We have done our Master’s Thesis project about Browser Fingerprinting as an alternative to cookie-based identification methods. Now, I know what you’re thinking; tracking Internet users without them knowing is evil. Well it might be, at least if you’re not transparent about what you collect and why you want to track your users. Another crucial feature which needs be provided not to be evil, is some way for the users to opt-out (e.g. DNT). Anyhow, the ethical issues have not been our main concern for the thesis as we have been looking at the technical challenges.
Our approach was to collect a set of informative features from browsers, and use machine learning methods to distinguish and identify these. As it turns out, tracking Internet users, using only properties from their browsers, does not seem to be impossible. However, getting Internet users to willingly share such properties with us, did seem close to impossible. We created a website to collect data from helpful users to derive methods for identifying fingerprints, but the turnout was not what we expected; from the launch of the site until today, we’ve had 2,062 visits. We did look at other, much larger, data sets, but neither of these contained as many browser properties as the data collected by our site. Despite the lack of interesting data, we were able to draw some conclusions.

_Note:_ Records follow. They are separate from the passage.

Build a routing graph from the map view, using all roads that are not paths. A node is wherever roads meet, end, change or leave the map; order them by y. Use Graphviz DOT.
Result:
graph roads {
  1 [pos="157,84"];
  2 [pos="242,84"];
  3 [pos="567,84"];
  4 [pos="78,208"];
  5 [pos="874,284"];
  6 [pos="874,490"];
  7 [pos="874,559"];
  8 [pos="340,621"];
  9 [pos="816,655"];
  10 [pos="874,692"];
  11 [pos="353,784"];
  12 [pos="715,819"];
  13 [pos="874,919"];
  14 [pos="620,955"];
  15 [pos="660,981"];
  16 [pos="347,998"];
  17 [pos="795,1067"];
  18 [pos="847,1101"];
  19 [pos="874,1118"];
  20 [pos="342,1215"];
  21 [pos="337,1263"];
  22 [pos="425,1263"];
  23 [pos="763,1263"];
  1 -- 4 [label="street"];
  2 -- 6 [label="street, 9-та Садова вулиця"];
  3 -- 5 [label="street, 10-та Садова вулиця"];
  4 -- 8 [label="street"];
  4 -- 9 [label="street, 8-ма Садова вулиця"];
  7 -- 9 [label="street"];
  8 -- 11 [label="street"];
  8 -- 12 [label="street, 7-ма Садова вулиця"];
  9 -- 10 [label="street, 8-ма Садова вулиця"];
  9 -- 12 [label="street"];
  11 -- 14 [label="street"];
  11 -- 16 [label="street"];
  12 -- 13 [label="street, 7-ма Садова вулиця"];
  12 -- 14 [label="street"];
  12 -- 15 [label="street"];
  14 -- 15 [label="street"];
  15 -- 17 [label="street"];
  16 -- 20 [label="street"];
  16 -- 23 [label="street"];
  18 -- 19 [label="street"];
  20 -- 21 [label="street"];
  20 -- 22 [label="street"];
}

Machine learning seems to be the way to go. Browser features changes more or less rapidly, and the identification method must be able to adapt and respond to changed fingerprints. Many machine learning methods are designed to be flexible, and makes the identifier adapt to changes automagically.

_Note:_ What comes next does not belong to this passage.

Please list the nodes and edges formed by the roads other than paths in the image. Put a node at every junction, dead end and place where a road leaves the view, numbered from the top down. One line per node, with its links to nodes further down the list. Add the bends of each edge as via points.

Users of different devices, different OSs and different browsers behave significantly different; for instance, handheld devices are much more prone to change their IP than computers, since they are much more mobile (by definition) and therefor move between different networks. Internet Explorer 8 was released on 19 March 2009, at which time Google Chrome was at version 1.0. Today, IE is at version 10, whereas Chrome is at version 19.0. This implies that an identifying method must react differently when the same feature changes depending on which combination of device/OS/browser the fingerprint belongs to. That’s lead us to the conclusion that the data should be partitioned; e.g. so that iPhone fingerprints are not compared to IE fingerprints.
Another important conclusion is that it is easy to over-do it; i.e. creating a far more complex algorithm than the problem calls for. We used a baseline algorithm which we called static fingerprinting, which is basically a hash function mapping each fingerprint to a unique browser. This is obviously not adaptive at all, but it does actually give good, or at least acceptable, results under certain conditions: when identifying browsers over short periods of time and/or when perfect accuracy not required (e.g. in some aggregated measures). The benefit of using a static fingerprinting method is that it is dead simple to implement and it is lightning fast. It is perfect for tracking users in real-time over single sessions, but not as perfect for associating separate sessions to the same unique browser. That is, don’t create a complex algorithm when there’s no need to do so.